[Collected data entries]
--- START ---
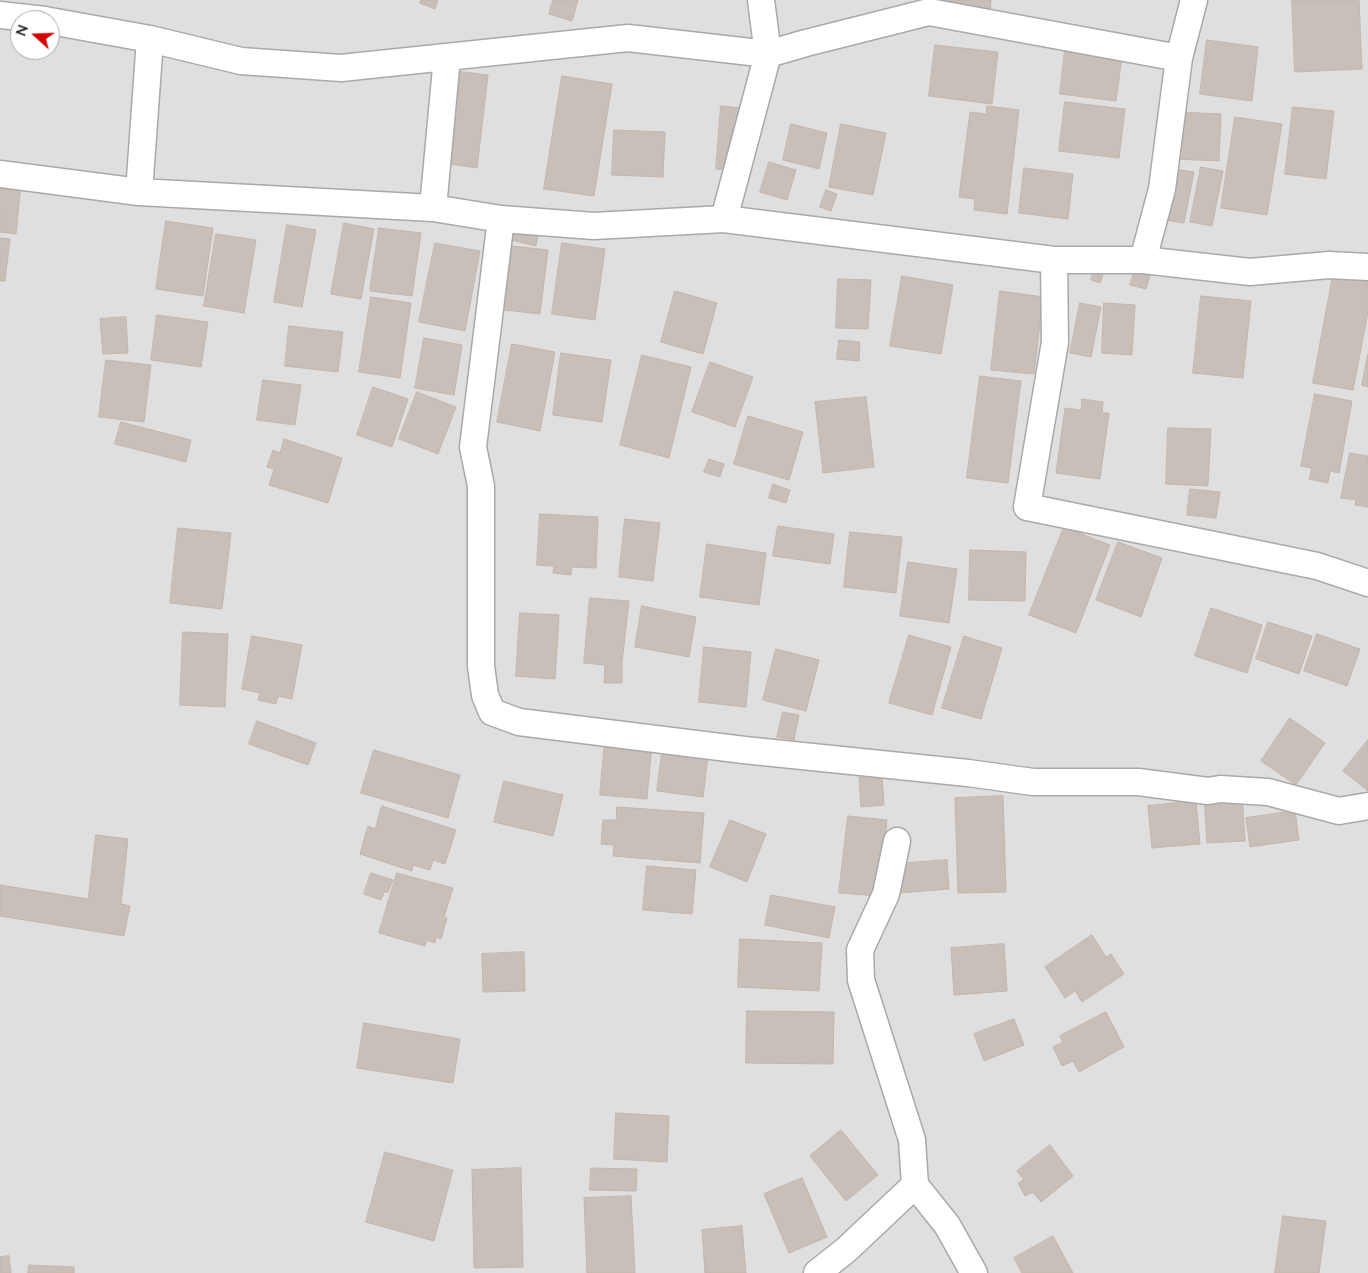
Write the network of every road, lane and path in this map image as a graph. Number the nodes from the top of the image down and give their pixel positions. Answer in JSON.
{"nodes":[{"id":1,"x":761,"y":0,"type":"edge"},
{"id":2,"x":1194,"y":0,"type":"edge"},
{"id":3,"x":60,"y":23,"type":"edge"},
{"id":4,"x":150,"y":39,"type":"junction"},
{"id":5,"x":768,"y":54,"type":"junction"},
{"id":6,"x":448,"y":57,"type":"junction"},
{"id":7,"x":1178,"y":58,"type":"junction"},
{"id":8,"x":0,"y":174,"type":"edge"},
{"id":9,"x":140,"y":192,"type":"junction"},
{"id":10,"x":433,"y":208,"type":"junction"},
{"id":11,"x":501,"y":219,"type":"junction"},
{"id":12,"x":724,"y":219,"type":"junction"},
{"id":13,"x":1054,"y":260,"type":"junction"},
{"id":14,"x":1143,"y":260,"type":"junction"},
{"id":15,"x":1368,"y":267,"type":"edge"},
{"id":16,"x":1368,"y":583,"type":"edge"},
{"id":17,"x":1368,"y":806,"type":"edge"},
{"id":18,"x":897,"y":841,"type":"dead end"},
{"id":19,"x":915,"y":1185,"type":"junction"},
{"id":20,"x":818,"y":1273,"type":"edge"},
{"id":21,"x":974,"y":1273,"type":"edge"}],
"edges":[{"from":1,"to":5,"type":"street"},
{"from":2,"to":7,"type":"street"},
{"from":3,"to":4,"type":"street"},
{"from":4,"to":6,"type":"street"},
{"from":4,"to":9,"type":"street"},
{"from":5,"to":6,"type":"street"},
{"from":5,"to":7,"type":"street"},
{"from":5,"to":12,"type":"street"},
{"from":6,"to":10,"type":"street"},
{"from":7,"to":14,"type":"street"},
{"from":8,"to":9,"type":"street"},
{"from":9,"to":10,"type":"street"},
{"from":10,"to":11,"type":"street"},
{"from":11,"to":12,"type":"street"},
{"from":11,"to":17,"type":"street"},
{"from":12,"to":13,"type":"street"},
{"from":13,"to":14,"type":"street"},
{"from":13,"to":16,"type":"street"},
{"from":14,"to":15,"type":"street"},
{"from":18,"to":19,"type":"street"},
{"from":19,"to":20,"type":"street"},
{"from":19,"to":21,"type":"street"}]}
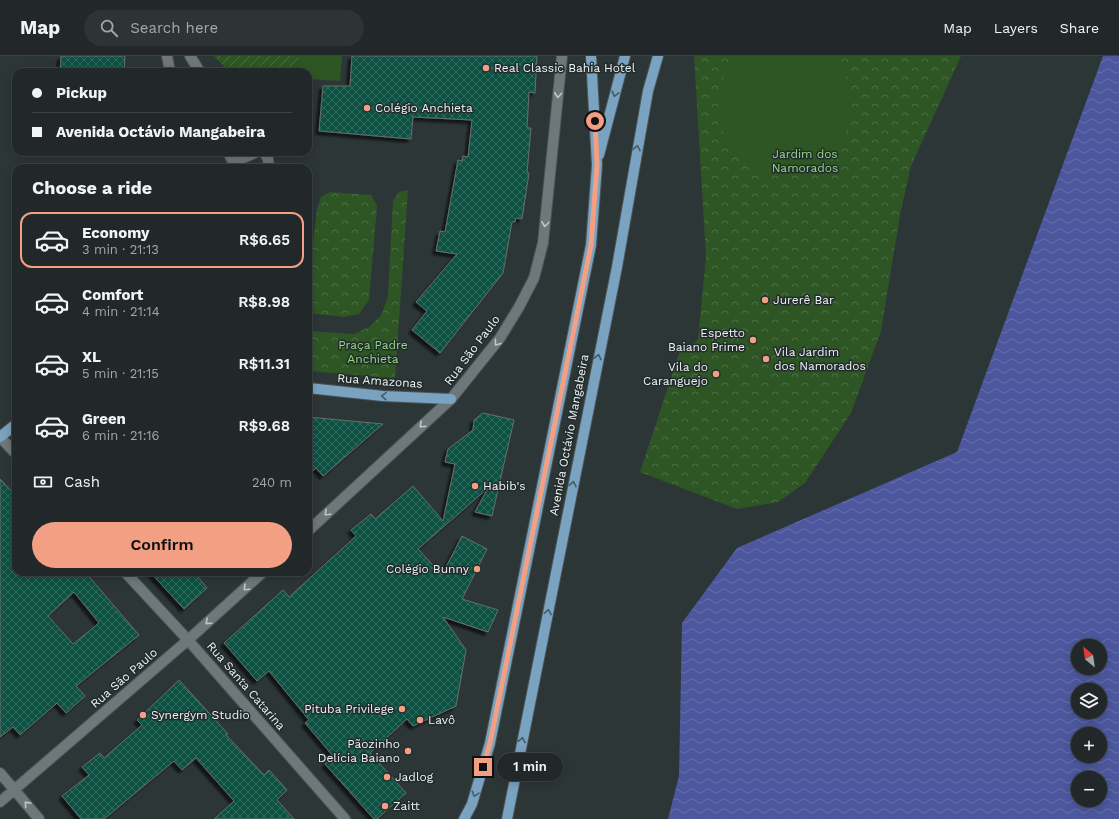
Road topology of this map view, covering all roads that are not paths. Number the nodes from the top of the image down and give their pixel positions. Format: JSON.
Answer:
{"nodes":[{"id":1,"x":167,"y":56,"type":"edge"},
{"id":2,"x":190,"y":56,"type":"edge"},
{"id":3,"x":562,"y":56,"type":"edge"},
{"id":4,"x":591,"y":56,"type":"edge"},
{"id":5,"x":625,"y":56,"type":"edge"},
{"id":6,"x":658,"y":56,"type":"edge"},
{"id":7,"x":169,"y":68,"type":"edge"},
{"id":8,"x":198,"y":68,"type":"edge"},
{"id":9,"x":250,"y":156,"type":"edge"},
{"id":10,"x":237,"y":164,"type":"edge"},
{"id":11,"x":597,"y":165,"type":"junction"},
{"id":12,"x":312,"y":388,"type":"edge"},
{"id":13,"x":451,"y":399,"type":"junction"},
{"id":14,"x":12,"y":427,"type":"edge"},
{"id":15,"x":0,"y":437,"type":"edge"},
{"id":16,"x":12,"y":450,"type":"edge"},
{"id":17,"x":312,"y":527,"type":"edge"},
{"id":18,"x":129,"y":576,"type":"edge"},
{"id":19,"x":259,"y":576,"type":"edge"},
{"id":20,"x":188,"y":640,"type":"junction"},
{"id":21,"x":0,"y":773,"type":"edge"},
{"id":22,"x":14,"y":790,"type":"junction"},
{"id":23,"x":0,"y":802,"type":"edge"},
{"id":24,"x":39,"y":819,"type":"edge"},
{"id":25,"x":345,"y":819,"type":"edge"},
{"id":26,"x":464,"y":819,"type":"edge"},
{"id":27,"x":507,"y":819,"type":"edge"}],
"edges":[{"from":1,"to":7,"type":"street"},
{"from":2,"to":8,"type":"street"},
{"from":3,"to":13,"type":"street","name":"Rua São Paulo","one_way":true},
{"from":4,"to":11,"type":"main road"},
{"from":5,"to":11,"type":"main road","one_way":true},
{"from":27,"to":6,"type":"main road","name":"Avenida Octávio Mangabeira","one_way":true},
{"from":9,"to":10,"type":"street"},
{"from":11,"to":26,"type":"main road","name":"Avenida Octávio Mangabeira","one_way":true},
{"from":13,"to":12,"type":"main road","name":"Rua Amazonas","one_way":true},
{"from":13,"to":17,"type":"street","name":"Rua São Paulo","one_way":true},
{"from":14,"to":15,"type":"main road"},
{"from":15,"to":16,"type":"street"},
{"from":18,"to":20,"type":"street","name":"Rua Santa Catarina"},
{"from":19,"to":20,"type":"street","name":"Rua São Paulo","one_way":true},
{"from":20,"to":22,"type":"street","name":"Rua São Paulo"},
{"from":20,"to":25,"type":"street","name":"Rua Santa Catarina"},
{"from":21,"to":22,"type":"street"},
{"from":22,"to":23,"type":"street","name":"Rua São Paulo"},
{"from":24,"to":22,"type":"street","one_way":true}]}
--- END ---
From the records above, pull every line that carries the word "Santa".

▶ RESPONSE FOR THIS EXERCISE
{"from":18,"to":20,"type":"street","name":"Rua Santa Catarina"},
{"from":20,"to":25,"type":"street","name":"Rua Santa Catarina"},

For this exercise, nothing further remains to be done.